In many cases, you will only be interested in few of these methods.  
For example, the code below handles only a single ContentHandler 
method (startElement), and uses it to build an HTML page from the 
XML Tech Tip Index: 

import java.io.*;
import java.net.*;
import java.util.*;
import javax.xml.parsers.*;
import org.xml.sax.*;
import org.xml.sax.helpers.*;
/**
 * Builds a simple HTML page which lists tip titles 
 * and provides links to HTML and text versions
 */
public class UseSAX2 extends DefaultHandler {
    StringBuffer htmlOut;

    public String toString() {
        if (htmlOut != null)
            return htmlOut.toString();
        return super.toString();    
    }
    
    public void startElement(String namespace, 
                            String localName, 
                            String qName,
                            Attributes atts) {
        if (localName.equals("tip")) 
        {
            String title = atts.getValue("title");
            String html = atts.getValue("htmlURL");
            String text = atts.getValue("textURL");
            htmlOut.append("<br>");
            htmlOut.append("<A HREF=");
            htmlOut.append(html);
            htmlOut.append(">HTML</A> <A HREF=");
            htmlOut.append(text);
            htmlOut.append(">TEXT</A> ");           
            htmlOut.append(title);
        }
    }
    
    public void processWithSAX(String urlString) throws Exception {
        System.out.println("Processing URL " + urlString);
        htmlOut = new StringBuffer("<HTML><BODY><H1>JDC Tech Tips Archive</H1>");
        SAXParserFactory spf = SAXParserFactory.newInstance();
        SAXParser sp = spf.newSAXParser();
        ParserAdapter pa = new ParserAdapter(sp.getParser());
        pa.setContentHandler(this);
        pa.parse(urlString);
        htmlOut.append("</BODY></HTML>");
    }

    public static void main(String[] args) {
        try {
            UseSAX2 us = new UseSAX2();
            us.processWithSAX(args[0]);
            String output = us.toString();
            System.out.println("Saving result to " + args[1]);
            FileWriter fw = new FileWriter(args[1]);
            fw.write(output, 0, output.length());
            fw.flush();
        }
        catch (Throwable t) {
            t.printStackTrace();
        }
    }
}

To test the program, you can use the XML fragment in the XML
Introduction that precedes this tip, or download a longer version 
from http://staff.develop.com/halloway/TechTips/TechTipArchive.xml.  
Save the XML fragment or the longer XML version in your local 
directory as TechTipArchive.xml. You can then produce an HTML 
version with the command: 

java UseSAX2 file:TechTipArchive.xml SimpleList.html

Then use your browser of choice to view SimpleList.html, and 
follow links to either text or HTML versions of recent Tech Tips.  
(In a production scenario you would probably merge this code into 
a client browser or into a servlet or JSP page on the server.) 
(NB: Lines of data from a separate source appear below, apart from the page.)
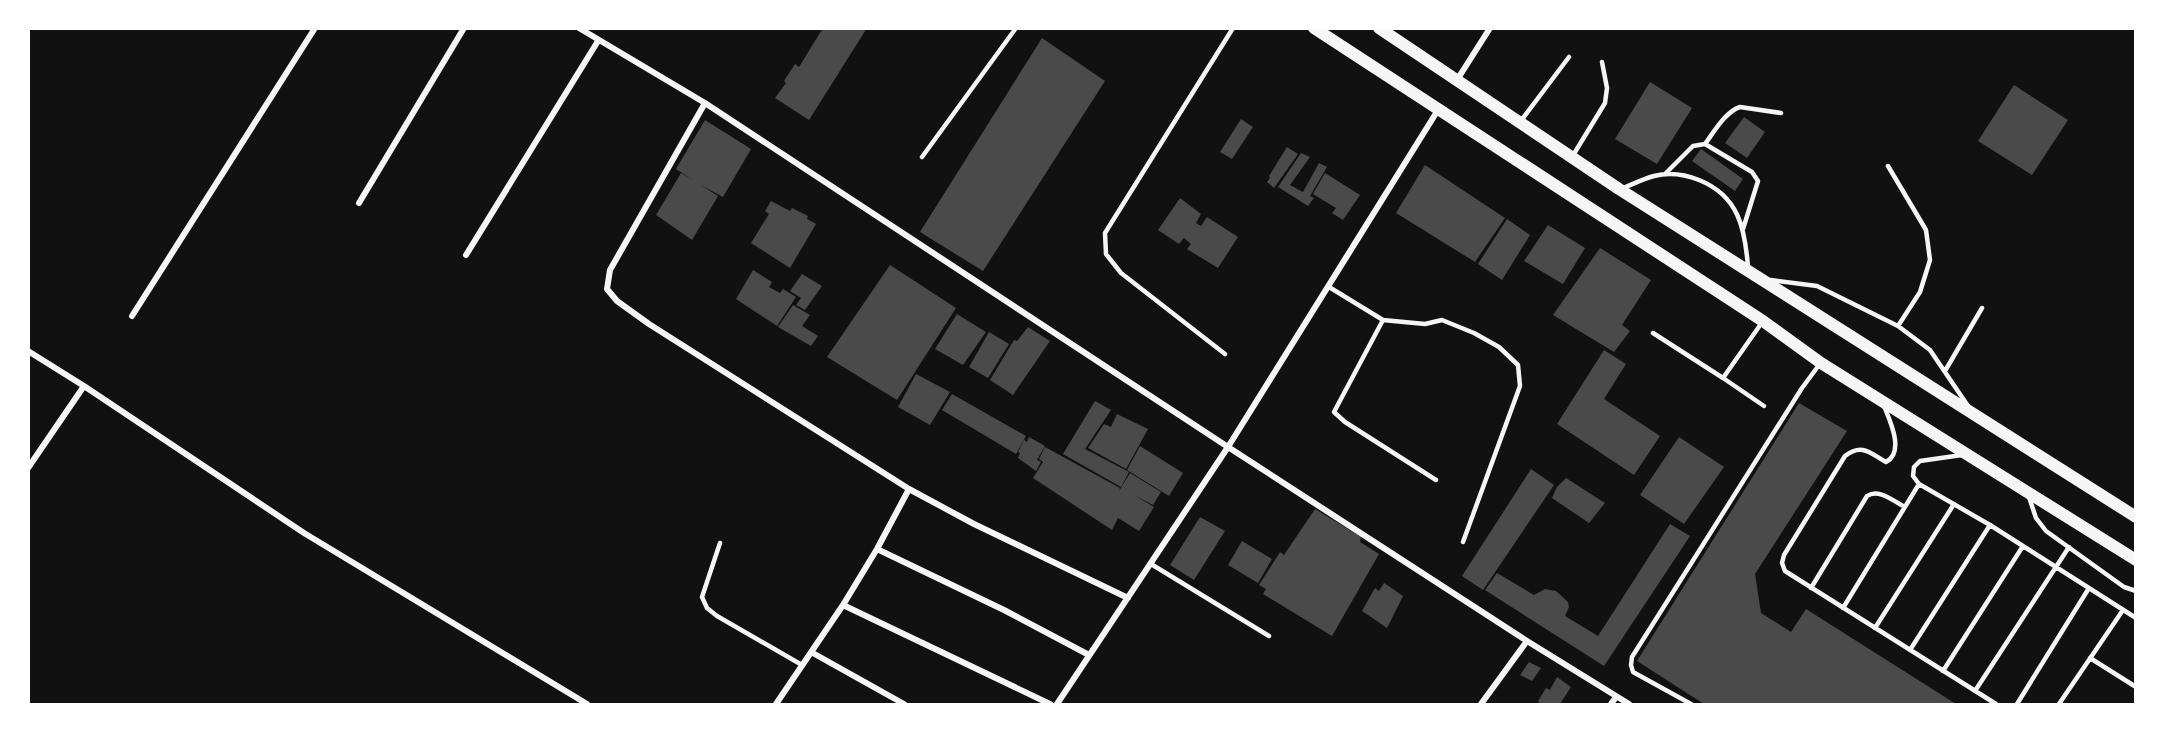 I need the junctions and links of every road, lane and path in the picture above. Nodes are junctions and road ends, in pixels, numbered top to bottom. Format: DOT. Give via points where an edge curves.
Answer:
graph roads {
  1 [pos="315,28"];
  2 [pos="464,28"];
  3 [pos="579,28"];
  4 [pos="1016,28"];
  5 [pos="1233,28"];
  6 [pos="1314,28"];
  7 [pos="1378,28"];
  8 [pos="1490,28"];
  9 [pos="598,40"];
  10 [pos="1569,57"];
  11 [pos="1602,62"];
  12 [pos="1457,80"];
  13 [pos="705,104"];
  14 [pos="1438,110"];
  15 [pos="1780,113"];
  16 [pos="1520,122"];
  17 [pos="1705,144"];
  18 [pos="922,157"];
  19 [pos="1572,157"];
  20 [pos="1888,166"];
  21 [pos="1665,174"];
  22 [pos="1619,189"];
  23 [pos="359,203"];
  24 [pos="1743,231"];
  25 [pos="466,255"];
  26 [pos="1754,276"];
  27 [pos="1329,286"];
  28 [pos="1982,308"];
  29 [pos="132,316"];
  30 [pos="1383,320"];
  31 [pos="1763,321"];
  32 [pos="1898,326"];
  33 [pos="1653,333"];
  34 [pos="28,351"];
  35 [pos="1225,354"];
  36 [pos="1821,363"];
  37 [pos="1945,371"];
  38 [pos="1723,378"];
  39 [pos="84,386"];
  40 [pos="1880,398"];
  41 [pos="1764,406"];
  42 [pos="1974,415"];
  43 [pos="1228,447"];
  44 [pos="1967,454"];
  45 [pos="28,468"];
  46 [pos="1436,480"];
  47 [pos="1919,484"];
  48 [pos="909,489"];
  49 [pos="2027,492"];
  50 [pos="1954,504"];
  51 [pos="1905,507"];
  52 [pos="2136,517"];
  53 [pos="1990,525"];
  54 [pos="1463,542"];
  55 [pos="720,543"];
  56 [pos="2023,546"];
  57 [pos="2069,547"];
  58 [pos="877,549"];
  59 [pos="2136,560"];
  60 [pos="1151,564"];
  61 [pos="2056,568"];
  62 [pos="1811,588"];
  63 [pos="2089,588"];
  64 [pos="2136,591"];
  65 [pos="1128,598"];
  66 [pos="843,605"];
  67 [pos="1843,608"];
  68 [pos="2123,610"];
  69 [pos="2136,618"];
  70 [pos="1875,628"];
  71 [pos="1269,636"];
  72 [pos="1527,641"];
  73 [pos="1910,650"];
  74 [pos="811,652"];
  75 [pos="1089,655"];
  76 [pos="2090,658"];
  77 [pos="802,665"];
  78 [pos="1944,671"];
  79 [pos="2136,687"];
  80 [pos="1975,691"];
  81 [pos="1617,697"];
  82 [pos="587,705"];
  83 [pos="776,705"];
  84 [pos="904,705"];
  85 [pos="1050,705"];
  86 [pos="1057,705"];
  87 [pos="1481,705"];
  88 [pos="1611,705"];
  89 [pos="1629,705"];
  90 [pos="1691,705"];
  91 [pos="1996,705"];
  92 [pos="2017,705"];
  93 [pos="2060,705"];
  1 -- 29 [label="street"];
  2 -- 23 [label="street"];
  3 -- 9 [label="street"];
  4 -- 18 [label="lane"];
  5 -- 35 [label="lane" via="1105,233 1106,254 1121,273"];
  6 -- 14 [label="main road"];
  7 -- 12 [label="main road"];
  8 -- 12 [label="street"];
  9 -- 13 [label="street"];
  9 -- 25 [label="street"];
  10 -- 16 [label="lane"];
  11 -- 19 [label="lane" via="1607,88 1605,103"];
  12 -- 16 [label="main road"];
  13 -- 43 [label="street"];
  13 -- 48 [label="street" via="610,270 607,289 649,324"];
  14 -- 27 [label="street"];
  14 -- 31 [label="main road"];
  15 -- 17 [label="lane" via="1736,108"];
  16 -- 19 [label="main road"];
  17 -- 21 [label="lane" via="1693,146"];
  17 -- 24 [label="lane" via="1757,177"];
  19 -- 22 [label="main road"];
  20 -- 32 [label="lane" via="1926,230 1930,260 1920,292"];
  21 -- 22 [label="lane"];
  21 -- 24 [label="lane" via="1683,174 1717,189 1729,199"];
  22 -- 26 [label="main road"];
  24 -- 26 [label="lane"];
  26 -- 32 [label="lane" via="1816,286"];
  26 -- 42 [label="main road"];
  27 -- 30 [label="lane"];
  27 -- 43 [label="street"];
  28 -- 37 [label="lane"];
  30 -- 46 [label="lane" via="1334,412"];
  30 -- 54 [label="lane" via="1425,324 1442,320 1498,347 1518,365 1520,386"];
  31 -- 36 [label="main road"];
  31 -- 38 [label="lane"];
  32 -- 37 [label="lane" via="1930,350"];
  33 -- 38 [label="lane"];
  34 -- 39 [label="street"];
  36 -- 40 [label="main road"];
  36 -- 90 [label="lane" via="1632,657 1633,672"];
  37 -- 42 [label="lane"];
  38 -- 41 [label="lane"];
  39 -- 45 [label="street"];
  39 -- 82 [label="street" via="304,533"];
  40 -- 44 [label="main road"];
  40 -- 62 [label="lane" via="1895,436 1890,460 1886,462 1863,449 1854,449 1845,456 1784,555 1785,571"];
  42 -- 52 [label="main road"];
  43 -- 60 [label="street"];
  43 -- 72 [label="street"];
  44 -- 47 [label="lane" via="1920,461 1913,471"];
  44 -- 49 [label="main road"];
  47 -- 50 [label="lane"];
  47 -- 51 [label="lane"];
  48 -- 58 [label="street"];
  48 -- 65 [label="street"];
  49 -- 57 [label="lane" via="2036,518 2046,531"];
  49 -- 59 [label="main road"];
  50 -- 53 [label="lane"];
  50 -- 70 [label="lane"];
  51 -- 62 [label="lane" via="1879,493 1867,496"];
  51 -- 67 [label="lane"];
  53 -- 56 [label="lane"];
  53 -- 73 [label="lane"];
  55 -- 77 [label="lane" via="702,597 706,608"];
  56 -- 61 [label="lane"];
  56 -- 78 [label="lane"];
  57 -- 61 [label="lane"];
  57 -- 64 [label="lane" via="2124,587"];
  58 -- 66 [label="street"];
  58 -- 75 [label="street" via="946,580"];
  60 -- 65 [label="street"];
  60 -- 71 [label="lane"];
  61 -- 63 [label="lane"];
  61 -- 80 [label="lane"];
  62 -- 67 [label="lane"];
  63 -- 68 [label="lane"];
  63 -- 92 [label="lane"];
  65 -- 75 [label="street"];
  66 -- 74 [label="street"];
  66 -- 85 [label="street"];
  67 -- 70 [label="lane"];
  68 -- 69 [label="lane"];
  68 -- 76 [label="lane"];
  70 -- 73 [label="lane"];
  72 -- 81 [label="street"];
  72 -- 87 [label="street"];
  73 -- 78 [label="lane"];
  74 -- 77 [label="street"];
  74 -- 84 [label="street"];
  75 -- 86 [label="street"];
  76 -- 79 [label="lane"];
  76 -- 93 [label="lane"];
  77 -- 83 [label="street"];
  78 -- 80 [label="lane"];
  80 -- 91 [label="lane"];
  81 -- 88 [label="street"];
  81 -- 89 [label="street"];
}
There are several interesting points about the code above. Notice
the steps in creating the parser. 

SAXParserFactory spf = SAXParserFactory.newInstance();
SAXParser sp = spf.newSAXParser();

In JAXP, the SAXParser class is not created directly, but instead 
through the factory method newSAXParser(). This allows different 
implementations to be plug-compatible without source code changes.  
The factory also provides control over more advanced parsing 
features such as namespace support and validation. Even after you 
have the JAXP parser instance, you still aren't ready to parse.  
The current JAXP parser only supports SAX 1.0; to get SAX 2.0 
support, you must wrap the parser in a ParserAdapter.  

ParserAdapter pa = new ParserAdapter(sp.getParser());

The ParserAdapter class adds SAX2 functionality to an existing 
SAX1 parser and is part of the SAX2 download.  

Notice that instead of implementing the ContentHandler interface, 
UseSAX extends the DefaultHandler class. DefaultHandler is an 
adapter class that provides an empty implementation of all the 
ContentHandler methods, so only the methods that are of interest 
need to be overridden.  

The startElement() method does the real work. Because the program 
only wants to list the tips by title, the <tip> element is 
all-important, and the <tips> and <author> elements are ignored.  
The startElement method checks the element name and continues 
only if the current element is <tip>. The method also provides 
access to an element's attributes via an Attributes reference, so 
it is easy to extract the tip name, htmlURL, and textURL. 

The end result of this exercise is an HTML document that allows you 
to browse the list of recent Tech Tips. You could have done this
directly by coding in HTML. But doing this in XML, and writing the 
SAX code provides additional flexibility. If another person wanted 
to view the Tech Tips sorted by date, or by author, or filtered by 
some constraint, then various views could be generated from a 
single XML file, with different parsing code for each view.  

Unfortunately, as the XML data gets more complicated, the sample 
above becomes more difficult to code and maintain. The example 
suffers from two problems. First, the code to generate the HTML 
output is just raw string manipulation, which makes it easy to 
lose a '>' or a '/' somewhere. Second, the SAX API doesn't remember 
much; if you need to refer back to some earlier element, then you 
have to build your own state machine to remember the elements that 
have already been parsed. 

The Document Object Model (DOM) API solves both of these problems.  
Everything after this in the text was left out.